Why Men Try to Fix Feelings Instead of Feeling Them
Men are trained to solve problems, not to feel them. So when life presents challenges that cannot be fixed—loss, rejection, aging, betrayal—we treat them like broken machinery. When the “solution” fails, frustration escalates. And when frustration has no language, it hardens into anger.
The Hidden Role of Shame in Male Anger
Anger, I’m learning, is often a shield over shame.
Shame says:
- I’m not enough.
- I failed.
- I don’t matter the way I thought I did.
Anger responds:
- This isn’t your fault.
- Someone else caused this.
- You’re still powerful.
The shield holds briefly. Then it dissolves.
Why Men Turn Anger on Themselves
As I write this, I see my anger more clearly for what it is: accusation turned outward. However, as those accusatory missiles are launched at another—they only arc mid-flight and detonate back on me. Every salvo redirects itself inward, exploding on impact. So why did the Dalai Lama say anger has no use? Because, I now suspect, we men are not angry at ‘them’. We’re angry at ourselves.
Anger says: I was wronged.
A deeper voice whispers: I knew.
And that knowing hurts more than any external slight. Anger keeps us aimed outward when the work is inward. Until we accept responsibility without cruelty, agency without punishment, the missiles will keep malfunctioning. Because they aren’t designed to destroy others. They’re meant to wake us up.
Taking Responsibility Without Self-Punishment
As adults, we have agency. We choose our behaviours. And when we choose poorly, the deepest pain is usually suffered by the one who made the choice.
Accepting responsibility—not as a child who didn’t know better, but as an adult who does—is part of that long walk to freedom.
It doesn’t matter that I was wronged.
It doesn’t help that it “wasn’t my fault.”
What matters is that I am in pain—and that pain, left unchecked, drives me toward repeating the same patterns.
How Anger Masks Powerlessness
Powerlessness often hides behind anger. It’s the bark at the moon: loud, futile, and born of the belief that nothing can be done. One way through anger is recognising that we are not as powerless as we tell ourselves. Power returns when we stop living in the past and act in the present. Each choice made today—however small—restores agency and allows the next chapter to be written forward instead of rewritten backward.
That realisation helped. Once I reclaimed my agency and decided to make positive choices – focused on the present, the cyclone above my head began to falter, then fade. The pressure lifted. The clouds broke.
Why Change Only Happens in the Present Moment
Each new day gives us the chance to choose who we want to be. Anger is anchored in the past. The past is gone. We cannot go back. All we have is the present—what we do, and what we choose to feel, right now. I can remain in this emotional state, or I can decide to change. And change is the greatest weapon every human has in their armour.

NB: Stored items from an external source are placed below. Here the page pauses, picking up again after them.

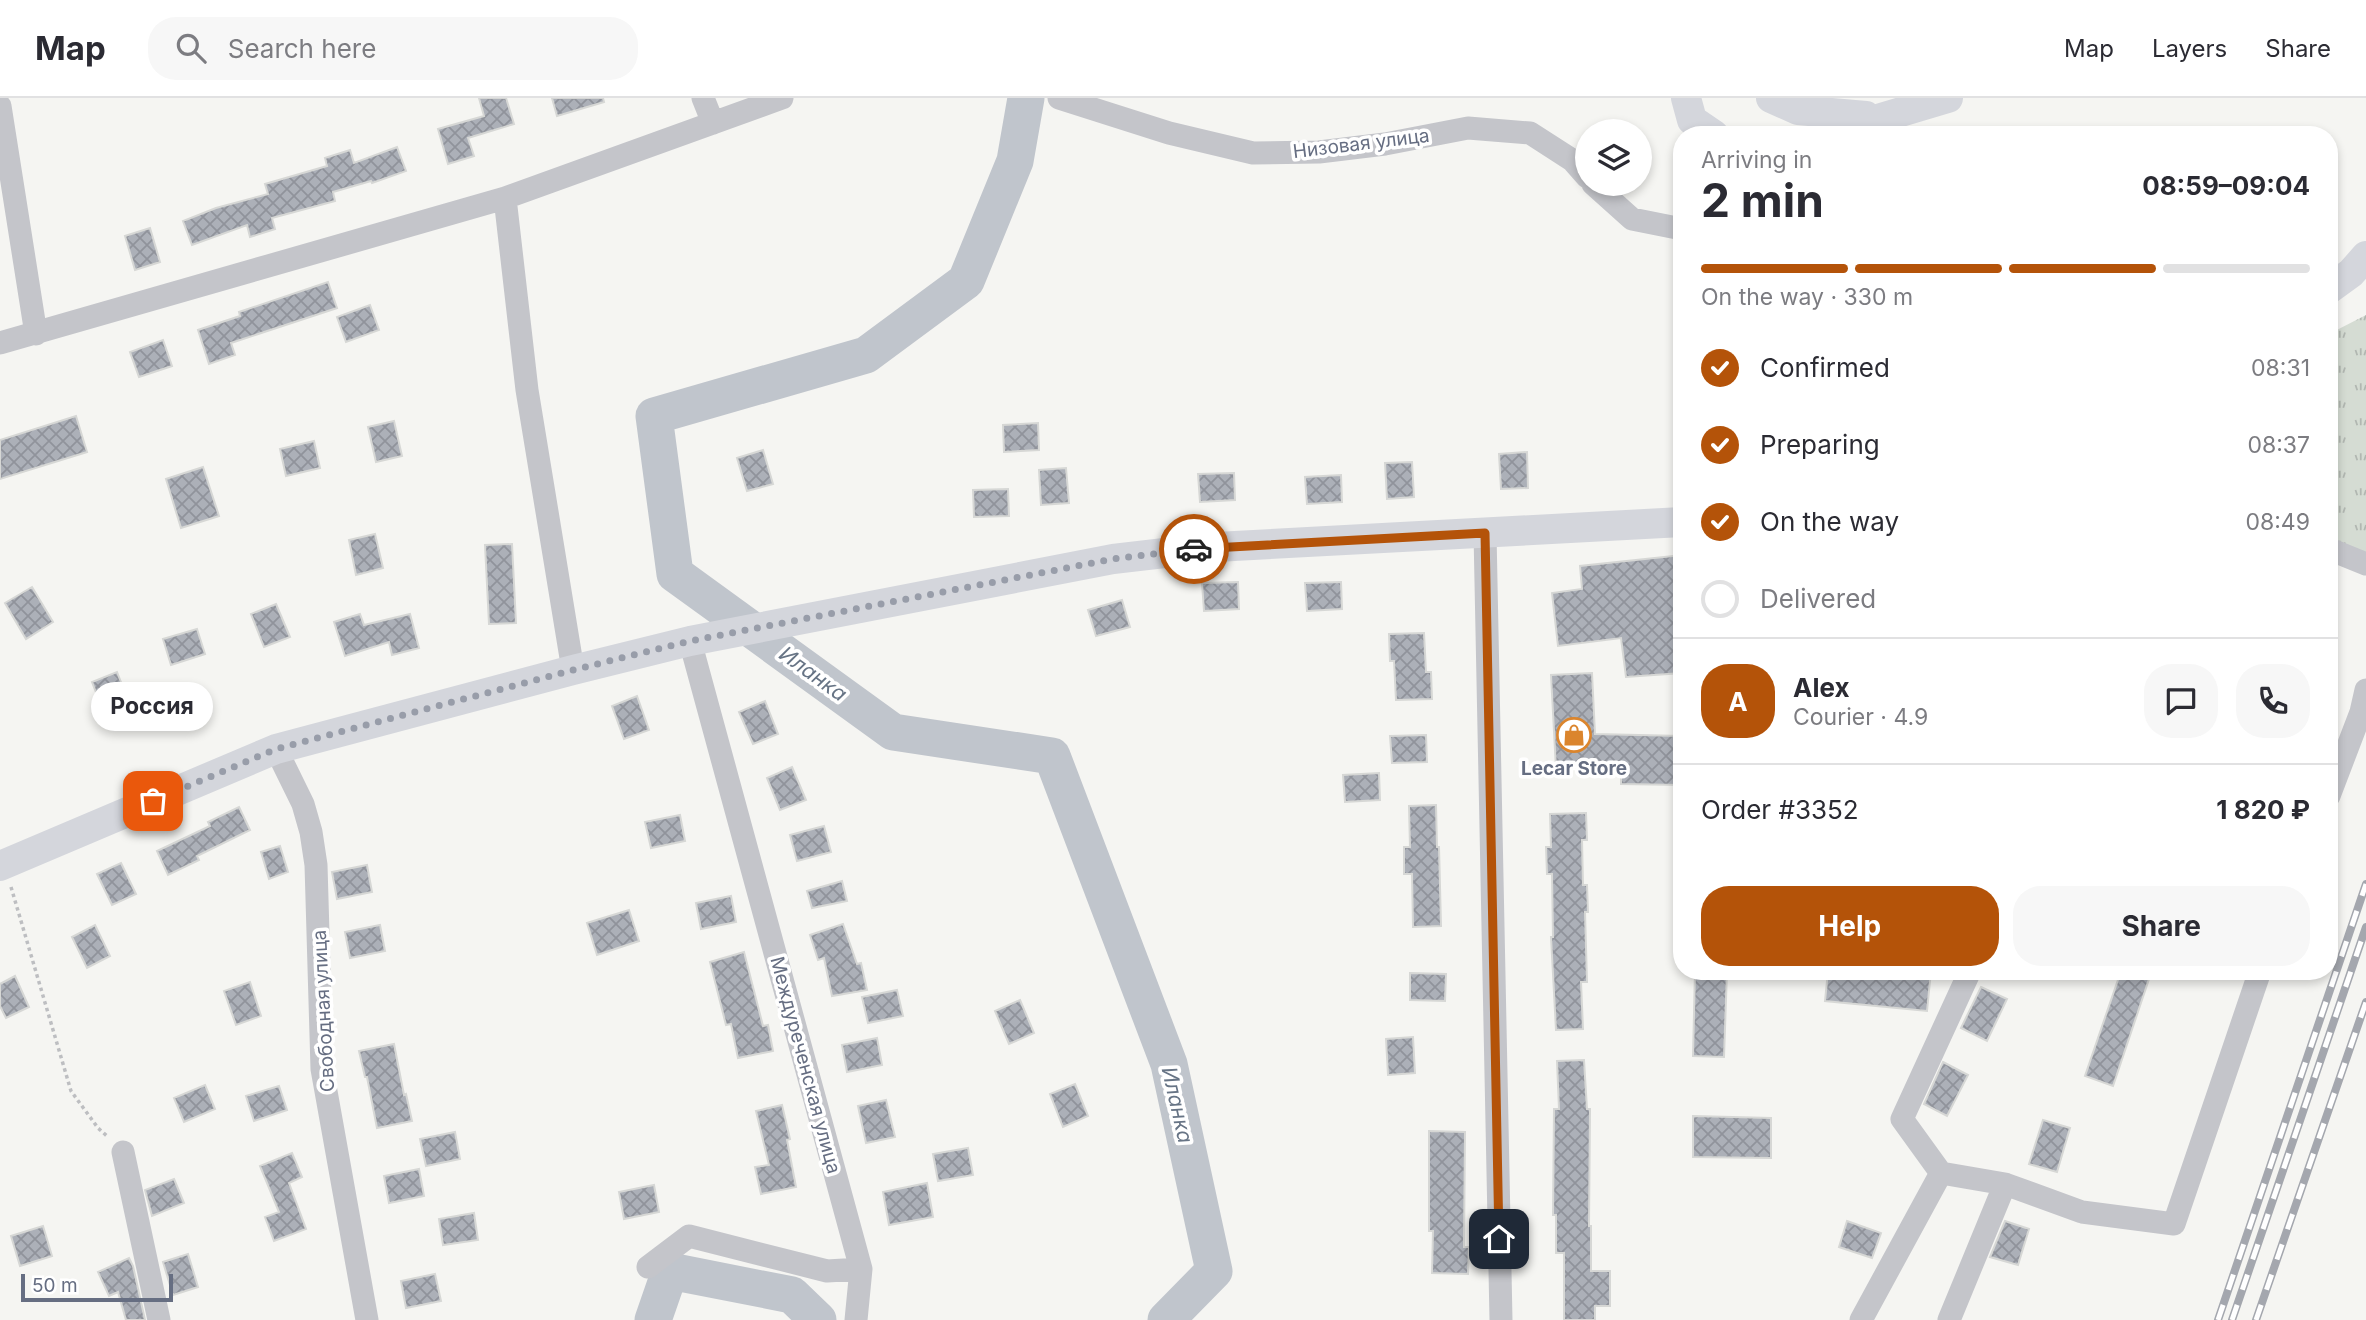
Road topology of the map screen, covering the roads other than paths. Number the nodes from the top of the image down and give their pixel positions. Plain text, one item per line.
1 (703, 98) edge
2 (782, 98) edge
3 (1059, 98) edge
4 (1686, 98) edge
5 (1771, 98) edge
6 (1948, 98) edge
7 (0, 106) edge
8 (1881, 118) junction
9 (713, 123) junction
10 (1701, 126) edge
11 (1854, 126) edge
12 (1575, 163) edge
13 (1606, 196) edge
14 (505, 198) junction
15 (1673, 227) edge
16 (2366, 233) edge
17 (2344, 271) edge
18 (36, 334) junction
19 (0, 344) edge
20 (1673, 523) edge
21 (1485, 533) junction
22 (2338, 553) edge
23 (2366, 564) edge
24 (700, 640) junction
25 (573, 670) junction
26 (2366, 690) edge
27 (276, 749) junction
28 (2338, 772) edge
29 (2, 865) edge
30 (1966, 980) edge
31 (2257, 980) edge
32 (123, 1152) road end
33 (1941, 1174) junction
34 (2004, 1184) junction
35 (648, 1267) dead end
36 (861, 1269) junction
37 (159, 1320) edge
38 (367, 1320) edge
39 (856, 1320) edge
40 (1501, 1320) edge
41 (1861, 1320) edge
42 (1949, 1320) edge

1 - 9 street
2 - 9 street
3 - 12 street, Низовая улица
4 - 10 main road
5 - 8 main road
6 - 8 main road
7 - 18 street
8 - 11 main road
9 - 14 street
13 - 15 street
14 - 18 street
14 - 25 street
16 - 17 main road
18 - 19 street
20 - 21 main road
21 - 24 main road
21 - 40 street
22 - 23 street
24 - 25 main road
24 - 36 street, Междуреченская улица
25 - 27 main road
26 - 28 street
27 - 29 main road
27 - 38 street, Свободная улица
30 - 33 street
31 - 34 street
32 - 37 street
33 - 34 street
33 - 41 street
34 - 42 street
35 - 36 street
36 - 39 street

Change lives only in the present. The past is fixed—every mistake, every loss, every word already spoken. But change refuses to be constrained by what has been. It pulls us forward. When I choose differently now, I interrupt old patterns. Even the smallest shift—a new response, a new boundary, a new act of courage—reclaims agency. Change is not denial of the past; it is freedom from it.
Choosing a New Way Forward
If you find yourself trapped in circles of anger, remember this: the circle isn’t closed. Choice still exists, even here. Anger feeds on stagnation and replay. Decisiveness breaks that spell. The moment you choose, you move from being acted upon to acting. The body feels that shift immediately. Even imperfect decisions create direction. They say: I am here. I am responsible.
You are not broken. You are not alone. I’m learning to walk this path one decision at a time. If it helps, walk with me. I could do with the company on my long walk to freedom.